Cáit’s project will be conducted primarily through an in-depth study of an extensive collection of personal papers and manuscripts that belonged to Peadar Ó hAnnracháin, a dedicated Irish-language activist and Gaelic League member. The collection, which dates from 1897 to 1962, has recently been donated to the Boole Library, University College Cork. A crucial part of this project includes the cataloguing of this material, which includes notebooks detailing his significant role as timire (organiser) in the Gaelic League, Irish-language prayers, sermons, folklore, poems and songs that he collected, his own poetry, manuscripts he transcribed or had in his possession, and more.
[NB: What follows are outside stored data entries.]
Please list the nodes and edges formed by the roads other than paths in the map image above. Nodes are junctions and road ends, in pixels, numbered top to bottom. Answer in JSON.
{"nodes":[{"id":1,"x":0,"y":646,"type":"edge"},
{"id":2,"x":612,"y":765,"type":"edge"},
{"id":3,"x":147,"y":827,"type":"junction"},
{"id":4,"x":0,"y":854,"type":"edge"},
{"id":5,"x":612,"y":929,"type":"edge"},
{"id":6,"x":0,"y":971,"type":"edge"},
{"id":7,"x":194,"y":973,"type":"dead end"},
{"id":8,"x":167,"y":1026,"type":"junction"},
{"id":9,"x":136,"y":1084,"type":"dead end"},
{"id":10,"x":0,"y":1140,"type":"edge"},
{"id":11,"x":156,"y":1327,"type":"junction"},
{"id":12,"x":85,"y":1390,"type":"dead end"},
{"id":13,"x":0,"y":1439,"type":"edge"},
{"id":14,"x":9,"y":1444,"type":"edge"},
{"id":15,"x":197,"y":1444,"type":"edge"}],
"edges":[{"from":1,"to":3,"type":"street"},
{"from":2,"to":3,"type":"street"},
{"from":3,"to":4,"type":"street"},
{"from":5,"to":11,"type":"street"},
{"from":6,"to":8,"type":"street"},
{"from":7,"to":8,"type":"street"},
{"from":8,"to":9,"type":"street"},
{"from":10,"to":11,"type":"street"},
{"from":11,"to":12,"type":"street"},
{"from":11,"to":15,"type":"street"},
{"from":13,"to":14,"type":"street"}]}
The research will significantly develop Ó hAnnracháin’s biography, providing new insights into his language activism during the Gaelic Revival period, and allowing for a re-evaluation of traditional narratives and perspectives of the agricultural working-class in Ireland.
Bio
Coran is an assistant principal and primary school teacher in Scoil Chill Ruadháin (Brooklodge National School) in Cork. In 2017, he received a Bachelor of Education from Mary Immaculate College (Limerick). In recent years, Coran completed both the PG Diploma in Educational Leadership and M. Ed. programmes at University College Cork. As a teacher and school leader, Coran has led the development of numerous initiatives and action research projects in his own school and other schools in Cork. These projects align with his primary research interests in coaching in education and professional learning. Coran has actively conducted research on educative coaching and presented the findings at multiple educational conferences.
Proposal
An international perspective on the development of coaching cultures in schools and the collaborative enactment of educative policy: A case study analysis
Though the positive benefits associated with coaching cultures in educational organisations abound, the intricacies of establishing them remain illusive and difficult to achieve. Through an interpretive and qualitative approach, this PhD research will draw upon the experiences of a national and international sample of school leaders to elicit the potential uses of coaching in Irish education. Utilising the Global Framework for Coaching in Education as a theoretical framework, this research will focus upon illuminating knowledge, experience, and practice related to coaching, particularly in the context of professional learning, exploring also the related areas of the student experience, educational leadership and wider-community engagement. To generate comprehensive data, this study will employ various research tools. Discourse analysis of key policy texts will provide valuable insights, while an immersive and thorough case study analysis will be conducted over a 12-month period. Semi-structured interviews, focus groups, and surveys will be employed intermittently during the case study analysis. This study's diverse and multi-contextual approach will enrich the research, enabling a comprehensive exploration of the various applications of coaching within Irish education. Moreover, this research will contribute to the increasingly collaborative posture of educational policymaking and promote coaching as a professional learning strategy in Ireland.